Vegan Buttercream with Oat Milk - 4.5 Quart
4.5 Quart Stand Mixer
Makes 610g; 9 to 13 flowers
Equipment
- 4.5 quart mixer paddle attachment
- food scale spatulas
- two small bowls
- sifter
Ingredients
- 170g Sweetex High Ratio Shortening; see Important Notes.
- 375g powdered confectionery sugar, 55g light corn syrup
- 22g room temperature sweetened vanilla oat milk (recommended liquid)
- 8g vanilla extract
- 6g other flavoring like butter extract or almond extract (optional; this will cut sweetness to preference)
- Refrigerate in an airtight container for up to 7 days. Store in freezer in airtight container for up to 3 months
Notes
- This recipe is designed for a 4.5 quart mixer.
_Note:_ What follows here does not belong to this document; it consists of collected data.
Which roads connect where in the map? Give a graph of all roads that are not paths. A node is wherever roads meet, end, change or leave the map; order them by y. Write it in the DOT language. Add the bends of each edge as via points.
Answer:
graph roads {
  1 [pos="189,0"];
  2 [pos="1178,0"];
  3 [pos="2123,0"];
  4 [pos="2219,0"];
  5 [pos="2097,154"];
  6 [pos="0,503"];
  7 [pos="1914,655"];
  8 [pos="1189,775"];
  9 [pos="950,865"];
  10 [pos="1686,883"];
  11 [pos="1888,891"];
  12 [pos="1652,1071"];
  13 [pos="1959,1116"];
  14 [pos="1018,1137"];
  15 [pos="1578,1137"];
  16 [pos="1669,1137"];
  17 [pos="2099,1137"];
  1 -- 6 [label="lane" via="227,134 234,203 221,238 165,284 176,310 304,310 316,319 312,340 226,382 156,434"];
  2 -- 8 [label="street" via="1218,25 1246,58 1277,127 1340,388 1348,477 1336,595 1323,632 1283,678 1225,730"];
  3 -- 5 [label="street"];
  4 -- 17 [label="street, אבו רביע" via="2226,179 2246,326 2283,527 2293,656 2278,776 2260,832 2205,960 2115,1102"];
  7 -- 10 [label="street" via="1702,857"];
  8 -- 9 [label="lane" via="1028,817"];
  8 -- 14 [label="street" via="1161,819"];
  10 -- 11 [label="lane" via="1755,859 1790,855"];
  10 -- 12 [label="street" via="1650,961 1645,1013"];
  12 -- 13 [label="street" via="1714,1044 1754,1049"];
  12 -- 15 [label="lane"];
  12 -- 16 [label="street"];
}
- This is a thick, sweet American-style buttercream that tastes similar to marshmallows.
- You cannot use Crisco or other similar vegetable shortening for this recipe.
- Sweetex will give you the best results.
- Remember, mix low and slow throughout the entire recipe!
- Sift your powdered sugar prior to adding it to the Sweetex.
- Fully mix sugar and fat into a dough before incorporating liquids. This will take a few minutes.
- Once all liquids are incorporated into "dough," make sure to mix on low until buttercream is smooth-this may take a few minutes. At first, the buttercream will look as though it is curdling-keep mixing to get to that smoothness!
- Make sure to scrape down your bowl often throughout the process!
- For strict vegan, check to make sure all ingredients are vegan-friendly.
- This buttercream will harden in the freezer, but will soften quickly once at room temperature.
- This buttercream is good for hot climates; very heat resistant.
- Check with your local health department to ensure buttercream is usable under applicable cottage rules and regulations.